=== Excerpted data ===

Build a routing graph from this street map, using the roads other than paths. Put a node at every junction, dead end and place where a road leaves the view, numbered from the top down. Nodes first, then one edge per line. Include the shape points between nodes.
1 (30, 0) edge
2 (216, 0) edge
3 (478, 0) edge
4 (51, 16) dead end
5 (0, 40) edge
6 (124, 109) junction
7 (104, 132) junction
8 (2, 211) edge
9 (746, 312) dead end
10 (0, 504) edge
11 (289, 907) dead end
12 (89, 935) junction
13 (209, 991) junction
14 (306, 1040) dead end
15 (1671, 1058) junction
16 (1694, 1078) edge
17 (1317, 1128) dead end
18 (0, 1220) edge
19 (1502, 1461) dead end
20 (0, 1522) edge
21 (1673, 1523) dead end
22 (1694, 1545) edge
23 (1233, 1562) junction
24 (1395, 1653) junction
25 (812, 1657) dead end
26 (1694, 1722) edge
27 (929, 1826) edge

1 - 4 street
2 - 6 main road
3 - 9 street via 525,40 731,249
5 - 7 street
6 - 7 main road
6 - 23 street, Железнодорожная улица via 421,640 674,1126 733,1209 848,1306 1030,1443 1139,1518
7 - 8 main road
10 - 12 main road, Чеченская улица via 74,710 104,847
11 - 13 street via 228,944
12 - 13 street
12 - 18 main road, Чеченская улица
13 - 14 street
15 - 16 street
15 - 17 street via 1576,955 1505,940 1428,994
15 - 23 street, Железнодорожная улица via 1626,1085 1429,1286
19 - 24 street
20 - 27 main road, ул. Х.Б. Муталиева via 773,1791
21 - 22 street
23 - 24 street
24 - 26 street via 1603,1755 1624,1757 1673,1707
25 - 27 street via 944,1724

===

Exercise objective: Every line of the records should be reproduced exactly.

Answer section:
Build a routing graph from this street map, using the roads other than paths. Put a node at every junction, dead end and place where a road leaves the view, numbered from the top down. Nodes first, then one edge per line. Include the shape points between nodes.
1 (30, 0) edge
2 (216, 0) edge
3 (478, 0) edge
4 (51, 16) dead end
5 (0, 40) edge
6 (124, 109) junction
7 (104, 132) junction
8 (2, 211) edge
9 (746, 312) dead end
10 (0, 504) edge
11 (289, 907) dead end
12 (89, 935) junction
13 (209, 991) junction
14 (306, 1040) dead end
15 (1671, 1058) junction
16 (1694, 1078) edge
17 (1317, 1128) dead end
18 (0, 1220) edge
19 (1502, 1461) dead end
20 (0, 1522) edge
21 (1673, 1523) dead end
22 (1694, 1545) edge
23 (1233, 1562) junction
24 (1395, 1653) junction
25 (812, 1657) dead end
26 (1694, 1722) edge
27 (929, 1826) edge

1 - 4 street
2 - 6 main road
3 - 9 street via 525,40 731,249
5 - 7 street
6 - 7 main road
6 - 23 street, Железнодорожная улица via 421,640 674,1126 733,1209 848,1306 1030,1443 1139,1518
7 - 8 main road
10 - 12 main road, Чеченская улица via 74,710 104,847
11 - 13 street via 228,944
12 - 13 street
12 - 18 main road, Чеченская улица
13 - 14 street
15 - 16 street
15 - 17 street via 1576,955 1505,940 1428,994
15 - 23 street, Железнодорожная улица via 1626,1085 1429,1286
19 - 24 street
20 - 27 main road, ул. Х.Б. Муталиева via 773,1791
21 - 22 street
23 - 24 street
24 - 26 street via 1603,1755 1624,1757 1673,1707
25 - 27 street via 944,1724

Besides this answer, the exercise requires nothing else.